>>>

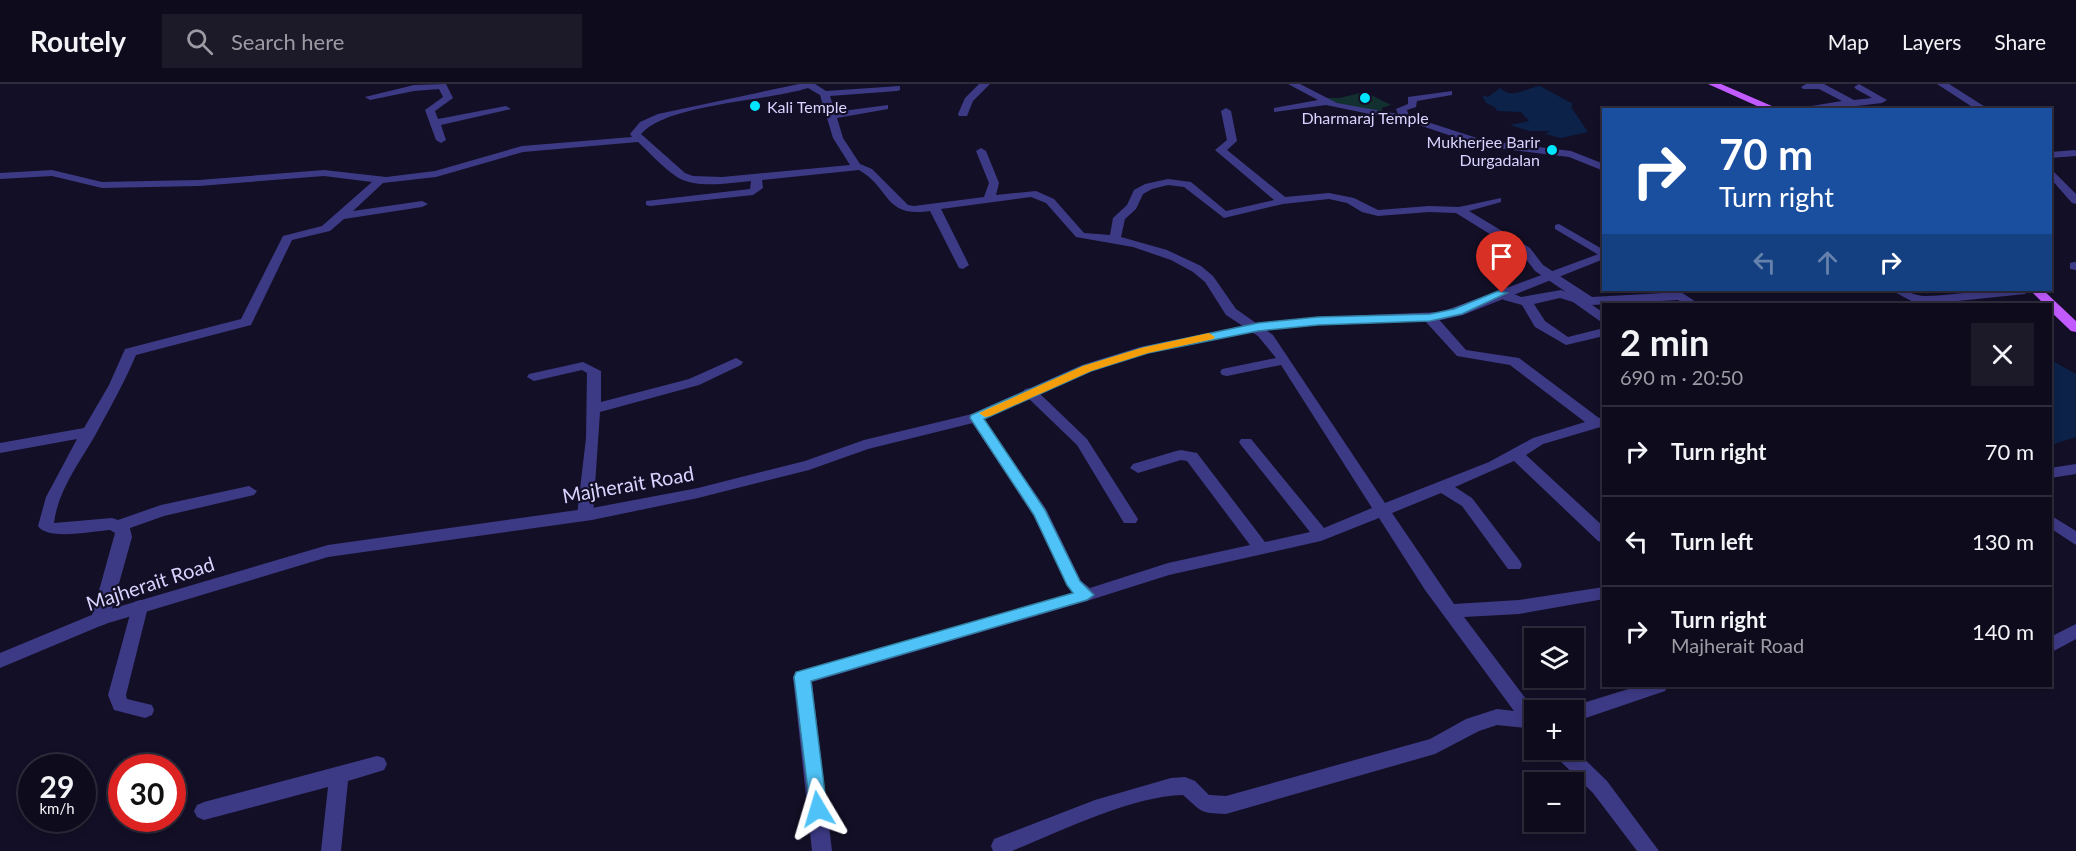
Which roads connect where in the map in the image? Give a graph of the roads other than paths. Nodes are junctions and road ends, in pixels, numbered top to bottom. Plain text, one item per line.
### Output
1 (809, 84) edge
2 (985, 84) edge
3 (1293, 84) edge
4 (1705, 84) edge
5 (1713, 84) edge
6 (1942, 84) edge
7 (446, 85) edge
8 (1806, 87) dead end
9 (1859, 87) dead end
10 (897, 88) dead end
11 (1449, 93) dead end
12 (824, 94) junction
13 (370, 97) dead end
14 (1326, 102) junction
15 (1852, 103) junction
16 (885, 107) dead end
17 (1762, 108) edge
18 (1771, 108) edge
19 (1809, 108) edge
20 (1982, 108) edge
21 (506, 109) dead end
22 (1278, 110) dead end
23 (1226, 111) dead end
24 (963, 114) dead end
25 (831, 116) junction
26 (1405, 118) junction
27 (435, 123) junction
28 (641, 139) junction
29 (441, 140) dead end
30 (981, 152) dead end
31 (2076, 153) edge
32 (2052, 155) edge
33 (857, 166) junction
34 (1602, 167) edge
35 (0, 176) edge
36 (756, 176) junction
37 (381, 179) junction
38 (2056, 187) edge
39 (989, 198) junction
40 (1497, 200) dead end
41 (1283, 201) junction
42 (2076, 201) edge
43 (650, 203) dead end
44 (422, 204) dead end
45 (934, 207) junction
46 (1460, 210) junction
47 (339, 216) junction
48 (1559, 227) dead end
49 (1114, 239) junction
50 (1602, 254) edge
51 (1602, 255) edge
52 (963, 265) dead end
53 (1550, 275) junction
54 (1899, 291) edge
55 (2015, 291) edge
56 (2038, 291) edge
57 (2048, 291) edge
58 (1502, 293) junction
59 (1525, 300) junction
60 (1692, 303) edge
61 (2050, 303) edge
62 (2052, 305) edge
63 (1430, 318) junction
64 (2076, 318) edge
65 (1602, 319) edge
66 (1258, 327) junction
67 (2076, 328) edge
68 (1602, 332) edge
69 (1282, 361) junction
70 (736, 362) dead end
71 (1227, 372) dead end
72 (534, 377) dead end
73 (1030, 392) junction
74 (593, 409) junction
75 (976, 418) junction
76 (1600, 422) edge
77 (90, 432) junction
78 (1246, 442) dead end
79 (0, 448) edge
80 (1516, 454) junction
81 (1138, 468) dead end
82 (2076, 469) edge
83 (2052, 473) edge
84 (1443, 487) junction
85 (249, 491) dead end
86 (1382, 512) junction
87 (585, 515) junction
88 (1130, 519) dead end
89 (2052, 521) edge
90 (119, 526) junction
91 (1321, 535) junction
92 (1602, 535) edge
93 (2076, 539) edge
94 (1261, 548) junction
95 (1514, 565) dead end
96 (1602, 593) edge
97 (1087, 595) junction
98 (140, 607) junction
99 (1450, 611) junction
100 (100, 619) junction
101 (2076, 631) edge
102 (2052, 645) edge
103 (0, 661) edge
104 (1656, 687) edge
105 (144, 710) dead end
106 (1524, 710) edge
107 (1584, 711) edge
108 (1524, 721) edge
109 (1572, 760) edge
110 (377, 764) dead end
111 (339, 775) junction
112 (204, 811) dead end
113 (1001, 846) dead end
114 (331, 851) edge
115 (822, 851) edge
116 (1649, 851) edge

1 - 12 street
1 - 28 street
2 - 24 street
3 - 14 street
4 - 17 main road
5 - 18 main road
6 - 20 street
7 - 13 street
7 - 27 street
8 - 15 street
9 - 15 street
10 - 12 street
11 - 26 street
12 - 25 street
14 - 22 street
14 - 26 street
15 - 19 street
16 - 25 street
21 - 27 street
23 - 41 street
25 - 33 street
26 - 34 street
27 - 29 street
28 - 36 street
28 - 37 street
30 - 39 street
31 - 32 street
33 - 36 street
33 - 45 street
35 - 37 street
36 - 43 street
37 - 47 street
38 - 42 street
39 - 45 street
39 - 49 street
40 - 46 street
41 - 46 street
41 - 49 street
44 - 47 street
45 - 52 street
46 - 53 street
47 - 77 street
48 - 50 street
49 - 66 street
51 - 53 street, Majherait Road
53 - 58 street, Majherait Road
53 - 60 street
54 - 55 street
56 - 61 main road
57 - 64 main road
58 - 59 street
58 - 63 street, Majherait Road
59 - 65 street
59 - 68 street
62 - 67 main road
63 - 66 street, Majherait Road
63 - 76 street
66 - 69 street
66 - 73 street, Majherait Road
69 - 71 street
69 - 86 street
70 - 74 street
72 - 74 street
73 - 75 street, Majherait Road
73 - 88 street
74 - 87 street
75 - 87 street, Majherait Road
75 - 97 street
76 - 80 street
77 - 79 street
77 - 90 street
78 - 91 street
80 - 84 street
80 - 92 street
81 - 94 street
82 - 83 street
84 - 86 street
84 - 95 street
85 - 90 street
86 - 91 street
86 - 99 street
87 - 98 street, Majherait Road
89 - 93 street
90 - 100 street
91 - 94 street
94 - 97 street
96 - 99 street
97 - 115 street
98 - 100 street, Majherait Road
98 - 105 street
99 - 106 street
100 - 103 street, Majherait Road
101 - 102 street
104 - 107 street
108 - 113 street
109 - 116 street
110 - 111 street
111 - 112 street
111 - 114 street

<<<

## WHAT THIS TASK INVOLVES:
Scan the listing above for the word "Majherait" and show each line where it is found.

## EXERCISE SOLUTION:
51 - 53 street, Majherait Road
53 - 58 street, Majherait Road
58 - 63 street, Majherait Road
63 - 66 street, Majherait Road
66 - 73 street, Majherait Road
73 - 75 street, Majherait Road
75 - 87 street, Majherait Road
87 - 98 street, Majherait Road
98 - 100 street, Majherait Road
100 - 103 street, Majherait Road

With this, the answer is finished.